Wittich, a lawyer, had once provided legal services to a Bozeman couple. There was an outstanding balance of $93.99 that the couple had not paid Wittich. Wittich was not going to abandon the matter, and not only collected the debt but got himself a tidy reward, an additional several thousand dollars.
It appears, as best I can tell from a not-very-clearly-drafted court opinion (the link to the decision is below), that Wittich quietly got a default legal judgment against the couple, for the $93.99, even as his office was in talks with the couple over possibly arriving at a settlement over this piddling amount of money. After successfully getting the judgment, he began efforts to collect it. After some time, he managed to persuade the court to award him not only the $93.99, but $2,900 more for “fees, costs and interests” that he claimed to have incurred as a result of spending his time trying to collect the $93.99.

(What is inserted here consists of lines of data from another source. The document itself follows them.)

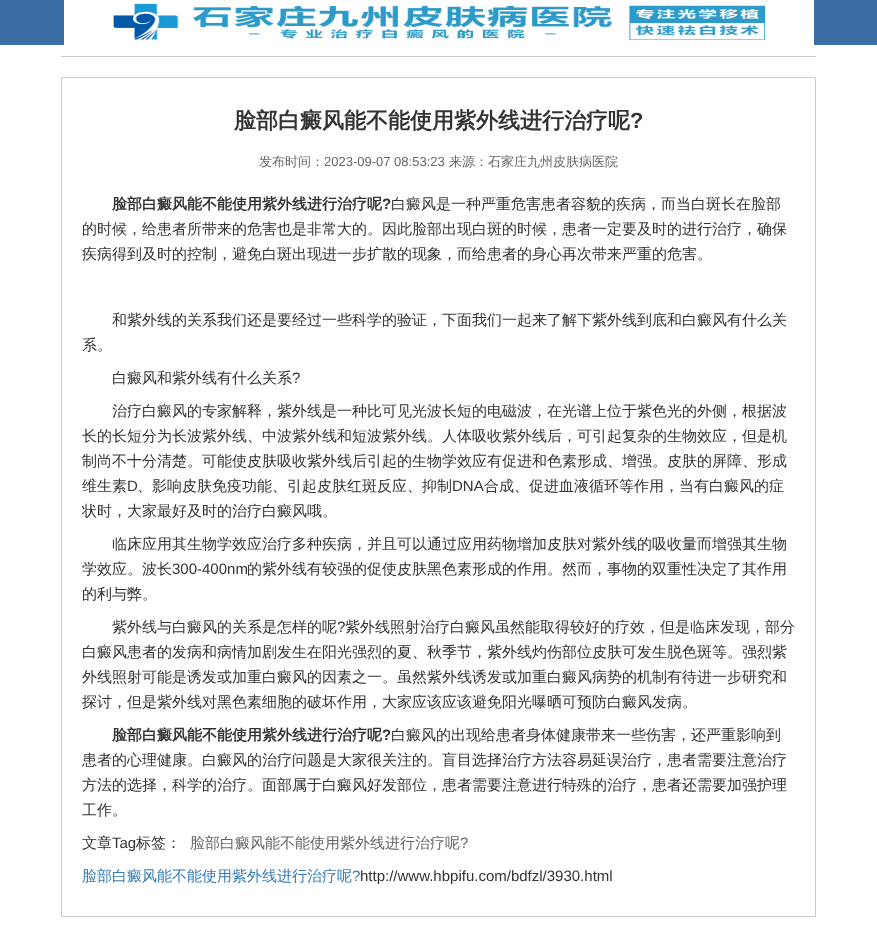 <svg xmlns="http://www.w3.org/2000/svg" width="877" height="930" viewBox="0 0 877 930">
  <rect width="100%" height="100%" fill="#fff"/>
  <path d="M0 0h877v45H0z" fill="#3a6ea4"/>
  <image x="64" y="0" width="750" height="45" href="img/1.png"/>
  <path d="M61 56h755v1H61z" fill="#ccc"/>
  <path d="M61.5 77.5h754v839H61.5z" fill="none" stroke="#ccc"/>
  <text x="234" y="128" font-family="WenQuanYi Zen Hei" font-size="22" font-weight="bold" fill="#333">脸部白癜风能不能使用紫外线进行治疗呢</text>
  <text x="630" y="128" font-family="Liberation Sans" font-size="22" font-weight="bold" fill="#333">?</text>
  <text x="259" y="166" font-family="WenQuanYi Zen Hei" font-size="13" font-weight="500" fill="#666">发布时间：</text>
  <text x="324" y="166" font-family="Liberation Sans" font-size="13" fill="#666">2023-09-07 08:53:23</text>
  <text x="449" y="166" font-family="WenQuanYi Zen Hei" font-size="13" font-weight="500" fill="#666">来源：石家庄九州皮肤病医院</text>
  <text x="112" y="209" font-family="WenQuanYi Zen Hei" font-size="15" font-weight="bold" fill="#333">脸部白癜风能不能使用紫外线进行治疗呢</text>
  <text x="382" y="209" font-family="Liberation Sans" font-size="15" font-weight="bold" fill="#333">?</text>
  <g font-family="WenQuanYi Zen Hei" font-size="15" font-weight="500" fill="#333">
    <text x="391" y="209">白癜风是一种严重危害患者容貌的疾病，而当白斑长在脸部</text>
    <text x="82" y="234">的时候，给患者所带来的危害也是非常大的。因此脸部出现白斑的时候，患者一定要及时的进行治疗，确保</text>
    <text x="82" y="259">疾病得到及时的控制，避免白斑出现进一步扩散的现象，而给患者的身心再次带来严重的危害。</text>
    <text x="112" y="325">和紫外线的关系我们还是要经过一些科学的验证，下面我们一起来了解下紫外线到底和白癜风有什么关</text>
    <text x="82" y="350">系。</text>
    <text x="112" y="383">白癜风和紫外线有什么关系</text>
  </g>
  <text x="292" y="383" font-family="Liberation Sans" font-size="15" fill="#333">?</text>
  <g font-family="WenQuanYi Zen Hei" font-size="15" font-weight="500" fill="#333">
    <text x="112" y="416">治疗白癜风的专家解释，紫外线是一种比可见光波长短的电磁波，在光谱上位于紫色光的外侧，根据波</text>
    <text x="82" y="441">长的长短分为长波紫外线、中波紫外线和短波紫外线。人体吸收紫外线后，可引起复杂的生物效应，但是机</text>
    <text x="82" y="466">制尚不十分清楚。可能使皮肤吸收紫外线后引起的生物学效应有促进和色素形成、增强。皮肤的屏障、形成</text>
    <text x="82" y="491">维生素</text>
  </g>
  <text x="127" y="491" font-family="Liberation Sans" font-size="15" fill="#333">D</text>
  <text x="137" y="491" font-family="WenQuanYi Zen Hei" font-size="15" font-weight="500" fill="#333">、影响皮肤免疫功能、引起皮肤红斑反应、抑制</text>
  <text x="452" y="491" font-family="Liberation Sans" font-size="15" fill="#333">DNA</text>
  <g font-family="WenQuanYi Zen Hei" font-size="15" font-weight="500" fill="#333">
    <text x="484" y="491">合成、促进血液循环等作用，当有白癜风的症</text>
    <text x="82" y="516">状时，大家最好及时的治疗白癜风哦。</text>
    <text x="112" y="549">临床应用其生物学效应治疗多种疾病，并且可以通过应用药物增加皮肤对紫外线的吸收量而增强其生物</text>
    <text x="82" y="574">学效应。波长</text>
  </g>
  <text x="172" y="574" font-family="Liberation Sans" font-size="15" fill="#333">300-400nm</text>
  <g font-family="WenQuanYi Zen Hei" font-size="15" font-weight="500" fill="#333">
    <text x="247" y="574">的紫外线有较强的促使皮肤黑色素形成的作用。然而，事物的双重性决定了其作用</text>
    <text x="82" y="599">的利与弊。</text>
    <text x="112" y="632">紫外线与白癜风的关系是怎样的呢</text>
  </g>
  <text x="337" y="632" font-family="Liberation Sans" font-size="15" fill="#333">?</text>
  <g font-family="WenQuanYi Zen Hei" font-size="15" font-weight="500" fill="#333">
    <text x="345" y="632">紫外线照射治疗白癜风虽然能取得较好的疗效，但是临床发现，部分</text>
    <text x="82" y="657">白癜风患者的发病和病情加剧发生在阳光强烈的夏、秋季节，紫外线灼伤部位皮肤可发生脱色斑等。强烈紫</text>
    <text x="82" y="682">外线照射可能是诱发或加重白癜风的因素之一。虽然紫外线诱发或加重白癜风病势的机制有待进一步研究和</text>
    <text x="82" y="707">探讨，但是紫外线对黑色素细胞的破坏作用，大家应该应该避免阳光曝晒可预防白癜风发病。</text>
  </g>
  <text x="112" y="740" font-family="WenQuanYi Zen Hei" font-size="15" font-weight="bold" fill="#333">脸部白癜风能不能使用紫外线进行治疗呢</text>
  <text x="382" y="740" font-family="Liberation Sans" font-size="15" font-weight="bold" fill="#333">?</text>
  <g font-family="WenQuanYi Zen Hei" font-size="15" font-weight="500" fill="#333">
    <text x="391" y="740">白癜风的出现给患者身体健康带来一些伤害，还严重影响到</text>
    <text x="82" y="765">患者的心理健康。白癜风的治疗问题是大家很关注的。盲目选择治疗方法容易延误治疗，患者需要注意治疗</text>
    <text x="82" y="790">方法的选择，科学的治疗。面部属于白癜风好发部位，患者需要注意进行特殊的治疗，患者还需要加强护理</text>
    <text x="82" y="815">工作。</text>
    <text x="82" y="848">文章</text>
  </g>
  <text x="112" y="848" font-family="Liberation Sans" font-size="15" fill="#333">Tag</text>
  <text x="136" y="848" font-family="WenQuanYi Zen Hei" font-size="15" font-weight="500" fill="#333">标签：</text>
  <text x="190" y="848" font-family="WenQuanYi Zen Hei" font-size="15" font-weight="500" fill="#666">脸部白癜风能不能使用紫外线进行治疗呢</text>
  <text x="460" y="848" font-family="Liberation Sans" font-size="15" fill="#666">?</text>
  <text x="82" y="881" font-family="WenQuanYi Zen Hei" font-size="15" font-weight="500" fill="#337ab7">脸部白癜风能不能使用紫外线进行治疗呢</text>
  <text x="352" y="881" font-family="Liberation Sans" font-size="15" fill="#337ab7">?</text>
  <text x="360" y="881" font-family="Liberation Sans" font-size="15" fill="#333">http://www.hbpifu.com/bdfzl/3930.html</text>
</svg>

A divided state Supreme Court, shockingly, upheld the judgment. Justice Cotter dissented, calling the decision [UPDATED pdf] “unconscionable” and an “affront,” scolding Wittich for “financial carnage wreaked upon [the Bozeman couple] for their refusal to pay a disputed $93.” Justice Baker grudgingly voted in favor of Wittich because there was apparently a contract, which Wittich had gotten the couple to sign, including a clause that allowed him, ultimately, to get this outrageous amount of money from them in the event of a collection action. But Justice Baker strongly cautioned him to review the rules of the State Bar which address lawyers and their billing practices, and are designed to prevent lawyers from fleecing their clients.
And Cotter notes that when the dust finally settles, the couple will probably owe north of $5,000 to Wittich, because Wittich will try to recoup additional costs from them, namely, his costs in litigating the case of the $93.99 in front of the Supreme Court.
In essence, Whittich did what he could, not what he should. Nice guy.
Oh, and one other point, which goes without saying: if Wittich ever thought he could run for statewide office, that dream he can now kiss goodbye.